(Records drawn from a dataset)
::::
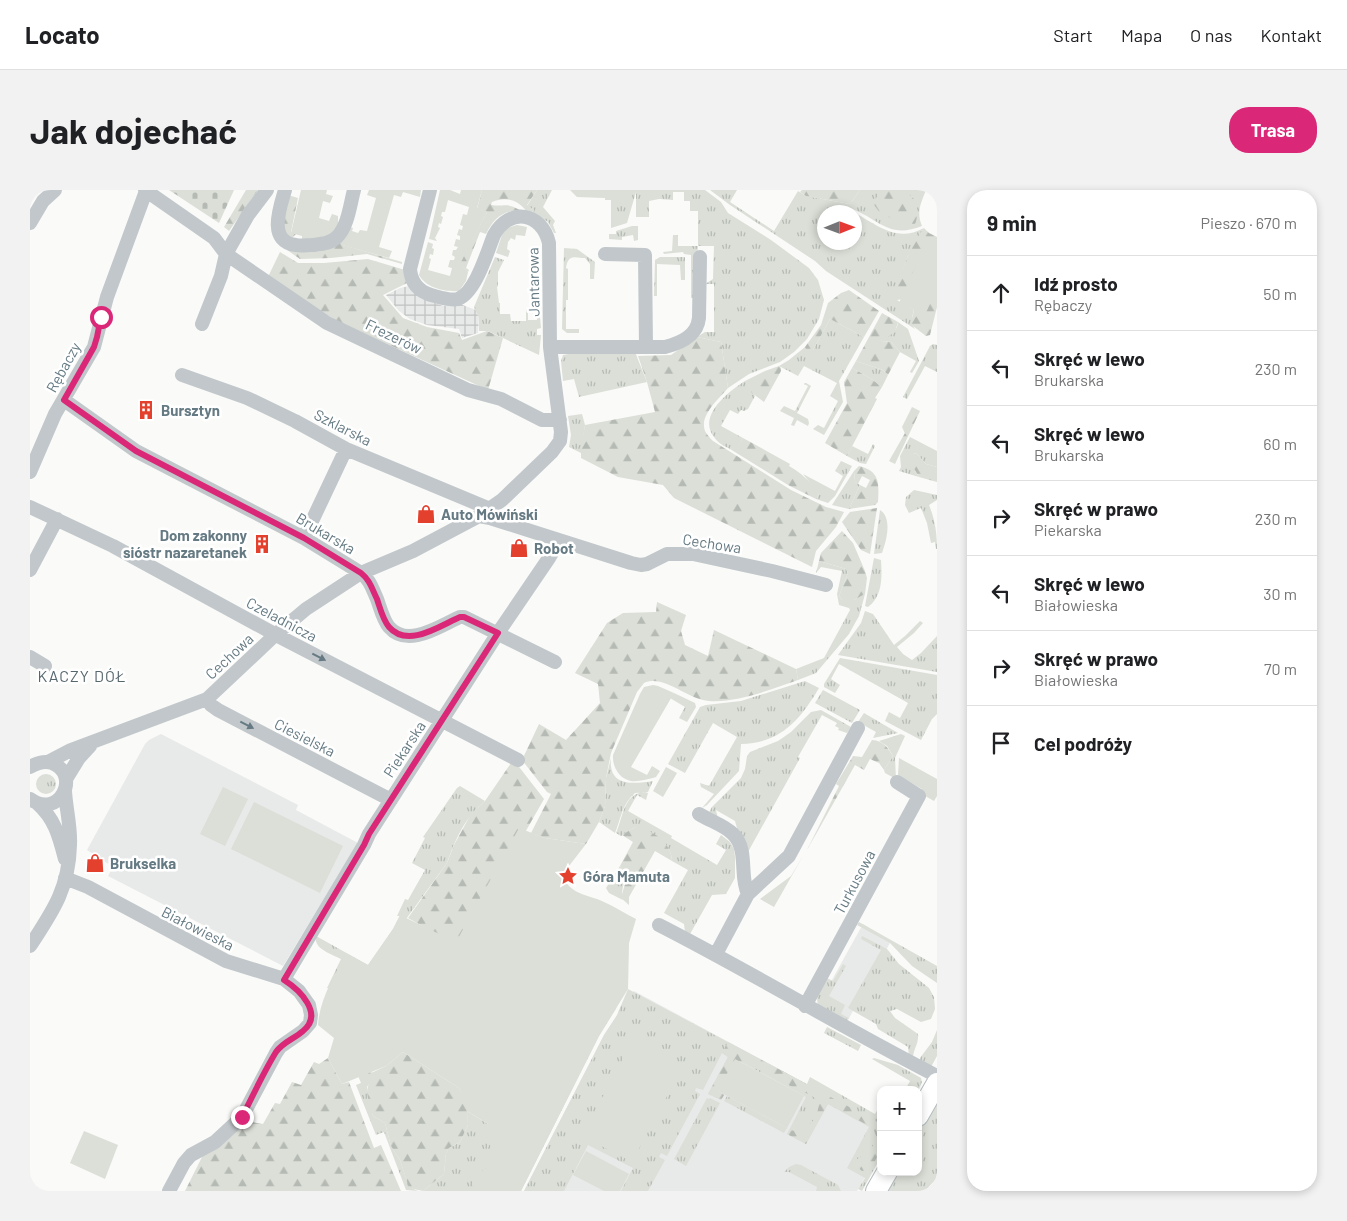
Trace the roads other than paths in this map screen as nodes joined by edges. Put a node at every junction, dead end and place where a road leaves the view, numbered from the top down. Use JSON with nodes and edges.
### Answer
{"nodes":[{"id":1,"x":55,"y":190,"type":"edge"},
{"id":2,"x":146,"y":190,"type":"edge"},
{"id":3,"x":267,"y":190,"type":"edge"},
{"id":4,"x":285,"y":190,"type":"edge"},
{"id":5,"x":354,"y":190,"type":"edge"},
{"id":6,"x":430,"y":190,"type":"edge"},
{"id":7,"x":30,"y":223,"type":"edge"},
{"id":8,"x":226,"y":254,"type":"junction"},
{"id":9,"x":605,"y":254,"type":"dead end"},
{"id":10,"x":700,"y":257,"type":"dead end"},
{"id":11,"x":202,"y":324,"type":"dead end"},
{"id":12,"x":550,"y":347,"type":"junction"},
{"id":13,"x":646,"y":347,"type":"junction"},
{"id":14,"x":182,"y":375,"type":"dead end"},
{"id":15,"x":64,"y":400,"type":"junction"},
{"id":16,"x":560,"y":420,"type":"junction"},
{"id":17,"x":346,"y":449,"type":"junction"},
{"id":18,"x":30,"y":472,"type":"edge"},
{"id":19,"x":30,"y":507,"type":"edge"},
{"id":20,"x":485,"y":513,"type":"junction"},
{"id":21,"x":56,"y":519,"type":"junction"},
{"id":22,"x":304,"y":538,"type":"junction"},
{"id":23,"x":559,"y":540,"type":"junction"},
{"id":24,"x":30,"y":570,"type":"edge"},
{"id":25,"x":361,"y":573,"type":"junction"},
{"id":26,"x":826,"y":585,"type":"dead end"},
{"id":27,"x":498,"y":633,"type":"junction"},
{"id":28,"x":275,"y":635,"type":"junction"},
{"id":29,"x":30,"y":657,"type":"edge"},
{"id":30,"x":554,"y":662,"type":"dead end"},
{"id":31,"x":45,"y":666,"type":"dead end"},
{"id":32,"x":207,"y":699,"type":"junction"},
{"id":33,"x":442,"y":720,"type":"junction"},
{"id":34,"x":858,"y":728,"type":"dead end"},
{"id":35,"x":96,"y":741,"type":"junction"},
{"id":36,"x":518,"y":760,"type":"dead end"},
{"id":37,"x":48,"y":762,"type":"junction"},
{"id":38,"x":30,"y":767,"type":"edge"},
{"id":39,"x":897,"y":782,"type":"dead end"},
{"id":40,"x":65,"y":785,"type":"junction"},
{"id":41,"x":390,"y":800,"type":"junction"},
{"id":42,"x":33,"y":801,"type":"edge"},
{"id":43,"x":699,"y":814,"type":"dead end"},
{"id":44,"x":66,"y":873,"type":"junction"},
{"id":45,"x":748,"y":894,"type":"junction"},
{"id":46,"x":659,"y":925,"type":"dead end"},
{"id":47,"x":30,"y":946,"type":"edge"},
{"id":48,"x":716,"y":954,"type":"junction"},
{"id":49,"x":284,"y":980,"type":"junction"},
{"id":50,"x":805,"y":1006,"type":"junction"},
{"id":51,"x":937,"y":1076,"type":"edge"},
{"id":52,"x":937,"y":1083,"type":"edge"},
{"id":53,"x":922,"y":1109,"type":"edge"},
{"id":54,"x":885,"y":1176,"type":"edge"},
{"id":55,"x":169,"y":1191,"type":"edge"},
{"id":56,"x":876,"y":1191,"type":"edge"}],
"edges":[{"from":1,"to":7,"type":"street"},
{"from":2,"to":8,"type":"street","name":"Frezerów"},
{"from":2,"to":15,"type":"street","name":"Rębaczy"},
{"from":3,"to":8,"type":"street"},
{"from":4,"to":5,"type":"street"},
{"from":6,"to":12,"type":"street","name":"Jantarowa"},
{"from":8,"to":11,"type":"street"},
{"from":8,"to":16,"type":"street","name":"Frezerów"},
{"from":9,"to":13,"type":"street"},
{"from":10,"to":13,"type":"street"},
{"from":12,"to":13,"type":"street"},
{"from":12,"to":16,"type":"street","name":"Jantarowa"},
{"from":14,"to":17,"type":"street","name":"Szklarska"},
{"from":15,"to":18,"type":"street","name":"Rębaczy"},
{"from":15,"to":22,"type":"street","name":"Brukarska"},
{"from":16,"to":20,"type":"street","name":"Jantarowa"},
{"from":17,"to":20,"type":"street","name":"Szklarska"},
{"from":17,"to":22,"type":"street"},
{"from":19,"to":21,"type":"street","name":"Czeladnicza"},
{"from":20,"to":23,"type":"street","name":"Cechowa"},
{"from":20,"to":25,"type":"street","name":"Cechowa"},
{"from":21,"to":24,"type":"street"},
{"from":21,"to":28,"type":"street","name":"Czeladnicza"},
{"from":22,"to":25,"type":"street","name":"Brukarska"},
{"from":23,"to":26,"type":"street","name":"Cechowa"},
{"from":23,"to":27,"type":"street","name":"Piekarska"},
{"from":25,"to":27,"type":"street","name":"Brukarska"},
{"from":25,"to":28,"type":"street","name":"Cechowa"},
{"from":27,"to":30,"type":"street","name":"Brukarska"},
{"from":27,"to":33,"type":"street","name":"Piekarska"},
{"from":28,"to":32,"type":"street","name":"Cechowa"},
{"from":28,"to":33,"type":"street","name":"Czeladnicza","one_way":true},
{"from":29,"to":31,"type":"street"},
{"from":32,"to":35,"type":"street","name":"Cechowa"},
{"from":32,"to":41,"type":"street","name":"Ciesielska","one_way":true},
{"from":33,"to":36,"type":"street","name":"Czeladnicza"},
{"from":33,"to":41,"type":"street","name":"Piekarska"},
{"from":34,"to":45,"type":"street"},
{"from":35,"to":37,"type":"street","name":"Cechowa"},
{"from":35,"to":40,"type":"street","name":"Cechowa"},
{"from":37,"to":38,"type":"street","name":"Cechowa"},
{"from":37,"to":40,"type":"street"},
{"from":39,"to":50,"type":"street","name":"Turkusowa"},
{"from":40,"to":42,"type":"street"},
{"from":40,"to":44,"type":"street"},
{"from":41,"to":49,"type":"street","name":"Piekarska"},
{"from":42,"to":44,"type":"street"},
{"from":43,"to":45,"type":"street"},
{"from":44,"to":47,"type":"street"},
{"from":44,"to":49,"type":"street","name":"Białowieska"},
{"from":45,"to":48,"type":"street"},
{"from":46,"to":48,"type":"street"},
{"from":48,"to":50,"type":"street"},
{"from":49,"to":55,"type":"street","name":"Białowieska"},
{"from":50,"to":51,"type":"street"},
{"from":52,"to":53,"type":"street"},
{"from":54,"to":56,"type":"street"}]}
::::
What to work on
Select all lines with the word "Rębaczy" from the entries above.

Response to this exercise
{"from":2,"to":15,"type":"street","name":"Rębaczy"},
{"from":15,"to":18,"type":"street","name":"Rębaczy"},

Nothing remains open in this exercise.